### [TASK DIRECTIONS]
All of the entries below should be returned verbatim, apart from the pictures.

### [MATERIAL SHOWN]

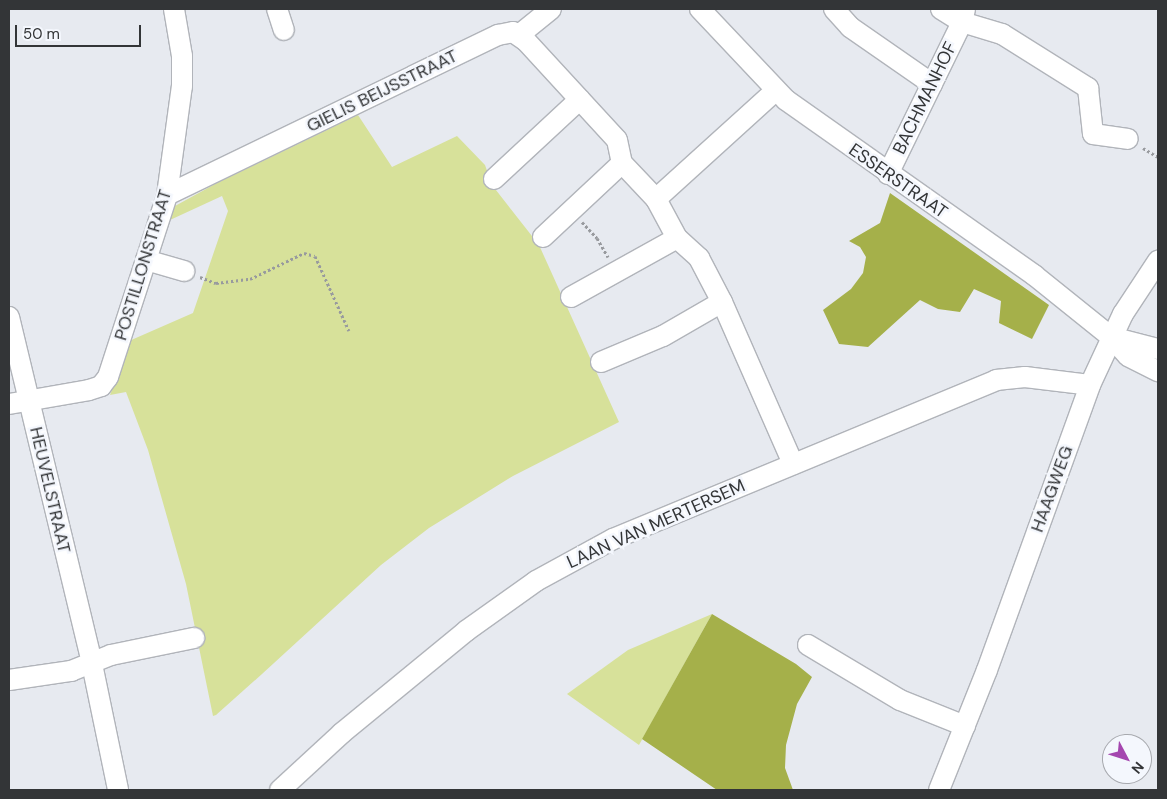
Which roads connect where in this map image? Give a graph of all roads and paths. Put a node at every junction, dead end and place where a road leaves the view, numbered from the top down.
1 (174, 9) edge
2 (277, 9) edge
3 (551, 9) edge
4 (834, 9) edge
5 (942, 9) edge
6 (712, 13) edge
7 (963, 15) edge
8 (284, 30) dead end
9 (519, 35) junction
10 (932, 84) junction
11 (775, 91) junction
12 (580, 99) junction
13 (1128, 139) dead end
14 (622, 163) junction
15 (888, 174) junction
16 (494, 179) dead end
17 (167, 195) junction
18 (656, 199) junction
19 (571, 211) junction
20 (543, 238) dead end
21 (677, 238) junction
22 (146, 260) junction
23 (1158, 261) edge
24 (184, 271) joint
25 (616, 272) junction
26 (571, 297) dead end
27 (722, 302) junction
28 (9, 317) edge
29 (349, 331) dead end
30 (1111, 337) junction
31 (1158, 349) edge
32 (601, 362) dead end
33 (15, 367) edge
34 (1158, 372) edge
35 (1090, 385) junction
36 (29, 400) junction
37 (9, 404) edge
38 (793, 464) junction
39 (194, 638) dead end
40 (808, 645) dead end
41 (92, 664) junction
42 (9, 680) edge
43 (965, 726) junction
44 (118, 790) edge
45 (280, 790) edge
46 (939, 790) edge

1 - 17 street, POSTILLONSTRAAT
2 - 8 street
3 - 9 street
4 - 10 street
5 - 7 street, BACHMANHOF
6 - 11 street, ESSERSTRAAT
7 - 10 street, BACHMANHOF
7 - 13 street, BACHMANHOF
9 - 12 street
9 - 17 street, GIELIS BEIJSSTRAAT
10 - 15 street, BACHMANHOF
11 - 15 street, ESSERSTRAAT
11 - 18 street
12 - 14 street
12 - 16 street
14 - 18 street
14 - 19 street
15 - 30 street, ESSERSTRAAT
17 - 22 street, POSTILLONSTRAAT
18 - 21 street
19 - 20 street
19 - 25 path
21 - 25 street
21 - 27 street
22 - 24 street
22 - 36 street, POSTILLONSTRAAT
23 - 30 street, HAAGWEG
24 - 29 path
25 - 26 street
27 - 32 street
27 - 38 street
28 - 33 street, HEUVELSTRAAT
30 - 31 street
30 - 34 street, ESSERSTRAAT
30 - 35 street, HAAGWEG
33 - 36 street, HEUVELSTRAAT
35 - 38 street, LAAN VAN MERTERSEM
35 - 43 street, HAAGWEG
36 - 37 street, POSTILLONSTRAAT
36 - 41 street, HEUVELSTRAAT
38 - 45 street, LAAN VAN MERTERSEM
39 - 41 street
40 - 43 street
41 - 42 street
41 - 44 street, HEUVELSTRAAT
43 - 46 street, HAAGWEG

### [YOUR RESPONSE]
Which roads connect where in this map image? Give a graph of all roads and paths. Put a node at every junction, dead end and place where a road leaves the view, numbered from the top down.
1 (174, 9) edge
2 (277, 9) edge
3 (551, 9) edge
4 (834, 9) edge
5 (942, 9) edge
6 (712, 13) edge
7 (963, 15) edge
8 (284, 30) dead end
9 (519, 35) junction
10 (932, 84) junction
11 (775, 91) junction
12 (580, 99) junction
13 (1128, 139) dead end
14 (622, 163) junction
15 (888, 174) junction
16 (494, 179) dead end
17 (167, 195) junction
18 (656, 199) junction
19 (571, 211) junction
20 (543, 238) dead end
21 (677, 238) junction
22 (146, 260) junction
23 (1158, 261) edge
24 (184, 271) joint
25 (616, 272) junction
26 (571, 297) dead end
27 (722, 302) junction
28 (9, 317) edge
29 (349, 331) dead end
30 (1111, 337) junction
31 (1158, 349) edge
32 (601, 362) dead end
33 (15, 367) edge
34 (1158, 372) edge
35 (1090, 385) junction
36 (29, 400) junction
37 (9, 404) edge
38 (793, 464) junction
39 (194, 638) dead end
40 (808, 645) dead end
41 (92, 664) junction
42 (9, 680) edge
43 (965, 726) junction
44 (118, 790) edge
45 (280, 790) edge
46 (939, 790) edge

1 - 17 street, POSTILLONSTRAAT
2 - 8 street
3 - 9 street
4 - 10 street
5 - 7 street, BACHMANHOF
6 - 11 street, ESSERSTRAAT
7 - 10 street, BACHMANHOF
7 - 13 street, BACHMANHOF
9 - 12 street
9 - 17 street, GIELIS BEIJSSTRAAT
10 - 15 street, BACHMANHOF
11 - 15 street, ESSERSTRAAT
11 - 18 street
12 - 14 street
12 - 16 street
14 - 18 street
14 - 19 street
15 - 30 street, ESSERSTRAAT
17 - 22 street, POSTILLONSTRAAT
18 - 21 street
19 - 20 street
19 - 25 path
21 - 25 street
21 - 27 street
22 - 24 street
22 - 36 street, POSTILLONSTRAAT
23 - 30 street, HAAGWEG
24 - 29 path
25 - 26 street
27 - 32 street
27 - 38 street
28 - 33 street, HEUVELSTRAAT
30 - 31 street
30 - 34 street, ESSERSTRAAT
30 - 35 street, HAAGWEG
33 - 36 street, HEUVELSTRAAT
35 - 38 street, LAAN VAN MERTERSEM
35 - 43 street, HAAGWEG
36 - 37 street, POSTILLONSTRAAT
36 - 41 street, HEUVELSTRAAT
38 - 45 street, LAAN VAN MERTERSEM
39 - 41 street
40 - 43 street
41 - 42 street
41 - 44 street, HEUVELSTRAAT
43 - 46 street, HAAGWEG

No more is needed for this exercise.